Online Ingestor
The online-ingestor
is an asynchronous active daemon program.
It means online-ingestor
pulls notification/information from a message broker and process them as it finds, instead of synchronously triggered by the file being written.
Note
scicat-ingestor
does not come with daemon installation helper.
You will have to set it up by your self.
Warning
It is only tested on Ubuntu (>=22.04) as we do not have any plans to support other types of OS.
Why is it not done by file-writer instead?
File-writer should be a very robust program as it is very critical for collecting data so it is better to have a single concern. As we keep file writing and file ingestion decoupled, even if either file-writer or scicat-ingestor fails, the other program can continue doing their job.

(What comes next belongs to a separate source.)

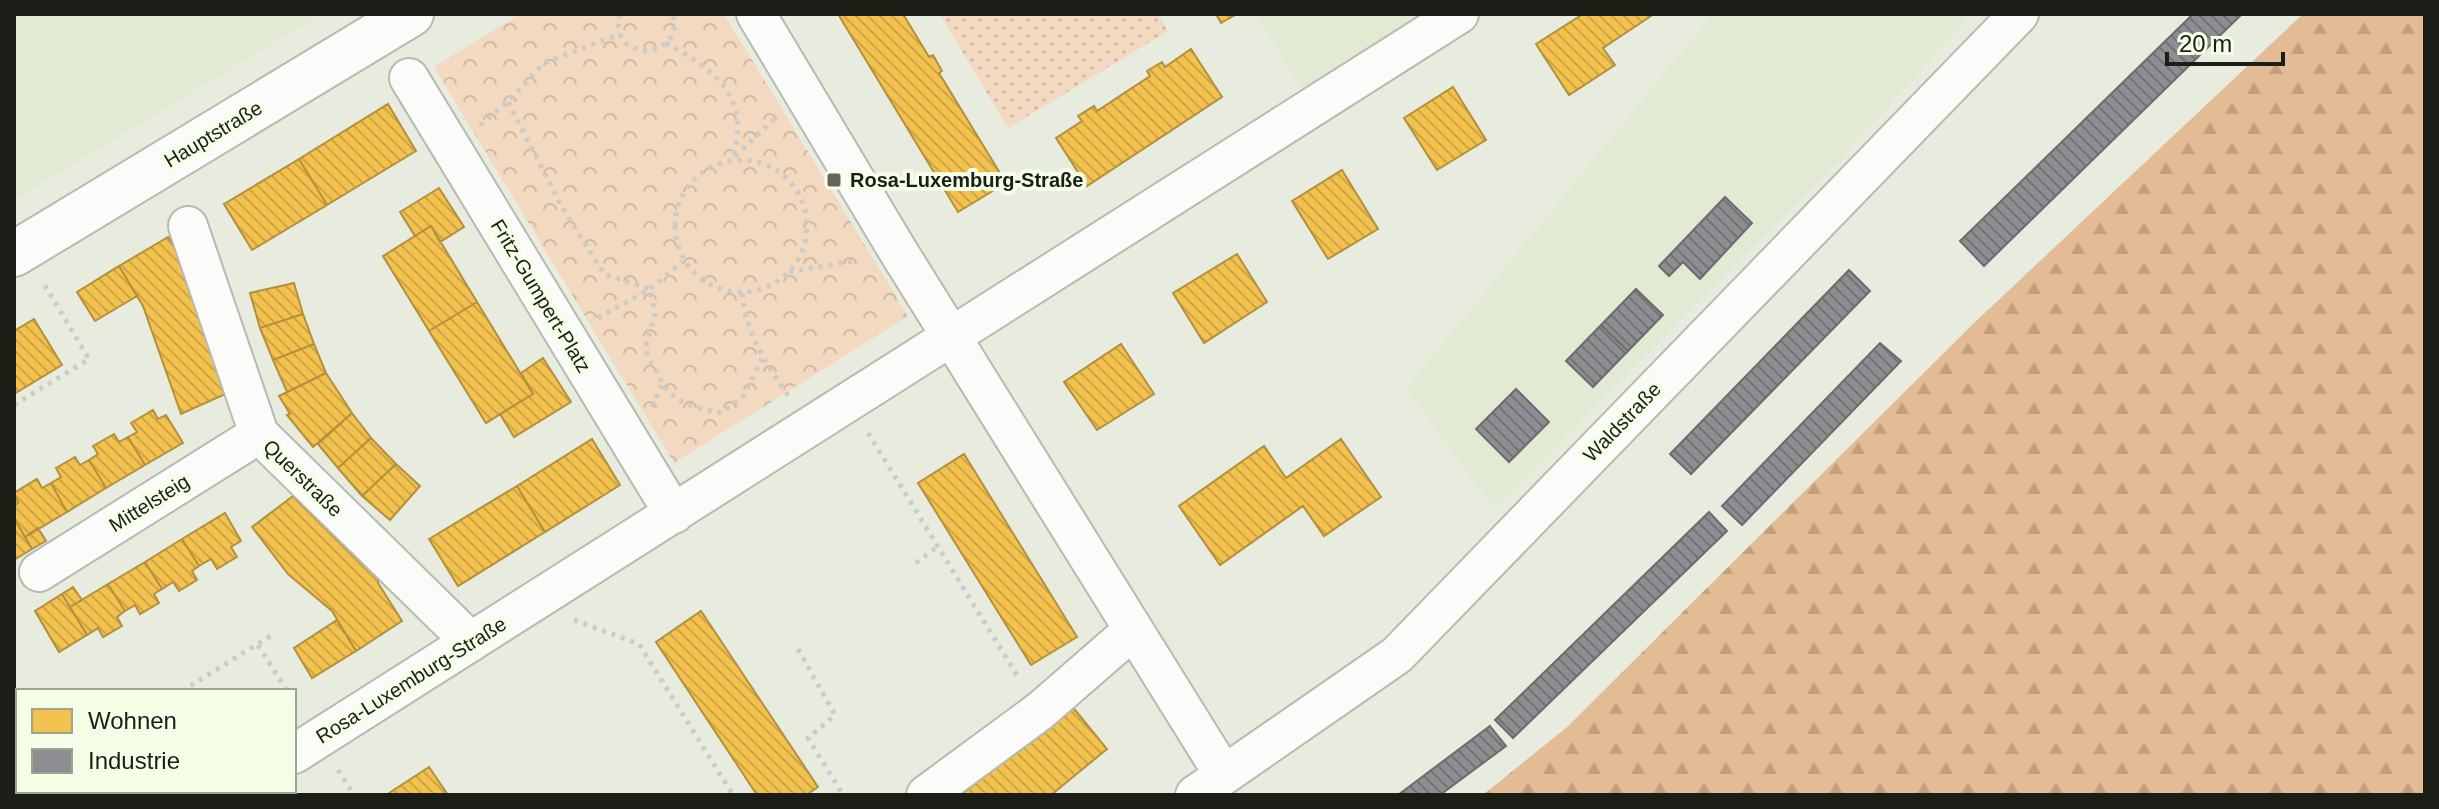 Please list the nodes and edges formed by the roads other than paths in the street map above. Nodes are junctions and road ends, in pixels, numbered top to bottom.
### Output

Also they are maintained by different teams so for maintenance it is easier to keep the interface asynchronous rather than building a monolithic program.Whenever it can pull a notification about a new dataset, it spawns a background process where the offline-ingestor
ingests the file.
online-ingestor
spawns only a limited number of offline-ingestor
processes.
Whenever the number of offline-ingestor
processes reaches the limitation,
it stops and wait until certain background processes are done.
The number of processes limitation is configurable by max_offline_ingestors
and offline_ingestor_wait_time
.
Note
The scicat-ingestor
is developed for ESS specifically therefore it only has support to kafka
broker and expects specific flatbuffer schema type(wfdn) used by our filewriter.
Generalization and adoption of different delivery and messaging system will be considered on a per-request base.
If you are interested in using ingestor with other frameworks, please contact us on our issue board or directly to the maintainers.
How to Run
As online-ingestor
is the main purpose of this project, it has an entry-point of script as scicat_ingestor
.
Or you can also run it as a module or as a script itself.
For example:
<path_to_the_selected_python_executable> \
<full_path_to_the_ingestor_executable_folder>/scicat_online_ingestor.py \
-c <full_path_to_the_configuration_file>
In the case of the ESS test environment, the command looks like this:
/root/micromamba/envs/scicat-ingestor/bin/python \
/ess/services/scicat-ingestor/software/src/scicat_online_ingestor.py \
-c /ess/services/scicat-ingestor/config/scicat_ingestor_config.json
Configuration
See configuration page for more details.
Online ingestor uses only the following sections of the configurations: - ingestion - kafka - logging
The rest is simply passed to the offline ingestor from the file.
See ADR-000#configuration for why
online-ingesetor
andoffline-ingestor
share the same configuration file.